• Work to complete
Find every line below with the string "const" and pick it out.

[Collected data entries]
• • • • •

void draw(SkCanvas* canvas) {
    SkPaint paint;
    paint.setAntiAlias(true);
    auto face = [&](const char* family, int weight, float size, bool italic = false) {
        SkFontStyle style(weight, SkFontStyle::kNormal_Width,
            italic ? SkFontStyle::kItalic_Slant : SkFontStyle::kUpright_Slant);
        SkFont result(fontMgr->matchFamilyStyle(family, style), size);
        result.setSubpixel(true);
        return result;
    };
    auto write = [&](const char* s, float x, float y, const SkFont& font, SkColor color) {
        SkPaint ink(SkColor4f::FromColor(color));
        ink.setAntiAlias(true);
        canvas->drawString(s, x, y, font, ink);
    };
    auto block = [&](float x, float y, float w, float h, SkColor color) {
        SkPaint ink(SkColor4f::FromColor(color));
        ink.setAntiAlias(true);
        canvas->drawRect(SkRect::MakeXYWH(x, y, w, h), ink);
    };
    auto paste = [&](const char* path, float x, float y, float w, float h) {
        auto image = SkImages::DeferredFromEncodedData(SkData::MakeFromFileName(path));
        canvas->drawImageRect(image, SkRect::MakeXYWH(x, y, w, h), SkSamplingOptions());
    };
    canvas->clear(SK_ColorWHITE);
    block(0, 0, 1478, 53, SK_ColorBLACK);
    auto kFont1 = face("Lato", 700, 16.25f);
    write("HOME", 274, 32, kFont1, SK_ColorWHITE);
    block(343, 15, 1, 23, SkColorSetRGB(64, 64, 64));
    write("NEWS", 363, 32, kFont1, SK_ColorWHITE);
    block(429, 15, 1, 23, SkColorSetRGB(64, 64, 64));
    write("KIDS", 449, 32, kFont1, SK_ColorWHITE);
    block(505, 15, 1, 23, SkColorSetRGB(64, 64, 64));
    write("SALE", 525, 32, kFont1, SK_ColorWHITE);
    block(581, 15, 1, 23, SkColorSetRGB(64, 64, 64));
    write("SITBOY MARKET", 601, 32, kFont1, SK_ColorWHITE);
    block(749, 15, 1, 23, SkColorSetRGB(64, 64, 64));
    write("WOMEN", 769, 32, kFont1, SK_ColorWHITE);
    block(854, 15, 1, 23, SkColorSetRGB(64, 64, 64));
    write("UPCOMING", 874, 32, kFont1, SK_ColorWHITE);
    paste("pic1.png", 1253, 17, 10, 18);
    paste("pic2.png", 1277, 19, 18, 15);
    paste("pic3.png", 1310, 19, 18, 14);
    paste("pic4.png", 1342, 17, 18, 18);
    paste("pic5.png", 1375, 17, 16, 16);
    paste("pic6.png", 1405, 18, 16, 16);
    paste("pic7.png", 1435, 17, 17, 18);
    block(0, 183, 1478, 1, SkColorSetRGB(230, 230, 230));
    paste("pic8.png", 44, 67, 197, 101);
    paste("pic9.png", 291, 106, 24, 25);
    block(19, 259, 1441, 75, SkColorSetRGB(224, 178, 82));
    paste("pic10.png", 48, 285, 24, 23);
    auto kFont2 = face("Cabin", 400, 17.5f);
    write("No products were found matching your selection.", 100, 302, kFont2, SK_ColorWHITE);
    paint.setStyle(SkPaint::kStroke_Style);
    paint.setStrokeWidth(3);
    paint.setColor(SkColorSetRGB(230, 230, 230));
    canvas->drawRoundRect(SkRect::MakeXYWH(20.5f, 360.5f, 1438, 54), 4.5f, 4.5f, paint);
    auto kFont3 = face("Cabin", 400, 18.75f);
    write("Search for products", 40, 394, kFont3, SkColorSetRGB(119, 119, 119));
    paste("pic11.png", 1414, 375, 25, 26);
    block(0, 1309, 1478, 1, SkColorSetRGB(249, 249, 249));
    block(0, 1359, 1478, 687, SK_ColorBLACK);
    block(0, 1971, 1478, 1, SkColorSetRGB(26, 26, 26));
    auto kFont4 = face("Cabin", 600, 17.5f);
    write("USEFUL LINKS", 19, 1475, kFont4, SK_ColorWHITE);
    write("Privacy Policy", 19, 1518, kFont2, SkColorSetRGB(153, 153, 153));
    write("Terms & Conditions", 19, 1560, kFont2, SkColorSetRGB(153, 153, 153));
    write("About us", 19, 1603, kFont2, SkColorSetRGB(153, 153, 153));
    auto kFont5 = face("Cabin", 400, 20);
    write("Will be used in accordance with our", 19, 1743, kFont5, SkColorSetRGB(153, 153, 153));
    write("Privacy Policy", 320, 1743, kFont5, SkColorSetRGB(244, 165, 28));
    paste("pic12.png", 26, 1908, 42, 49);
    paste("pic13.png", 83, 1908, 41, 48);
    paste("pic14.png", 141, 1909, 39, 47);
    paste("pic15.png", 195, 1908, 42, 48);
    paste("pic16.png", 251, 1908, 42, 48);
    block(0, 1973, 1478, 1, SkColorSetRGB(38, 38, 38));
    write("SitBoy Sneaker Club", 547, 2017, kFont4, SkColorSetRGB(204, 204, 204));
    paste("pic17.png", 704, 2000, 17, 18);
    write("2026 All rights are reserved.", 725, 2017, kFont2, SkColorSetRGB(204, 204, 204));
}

• • • • •

• Worked solution
    auto face = [&](const char* family, int weight, float size, bool italic = false) {
    auto write = [&](const char* s, float x, float y, const SkFont& font, SkColor color) {
    auto paste = [&](const char* path, float x, float y, float w, float h) {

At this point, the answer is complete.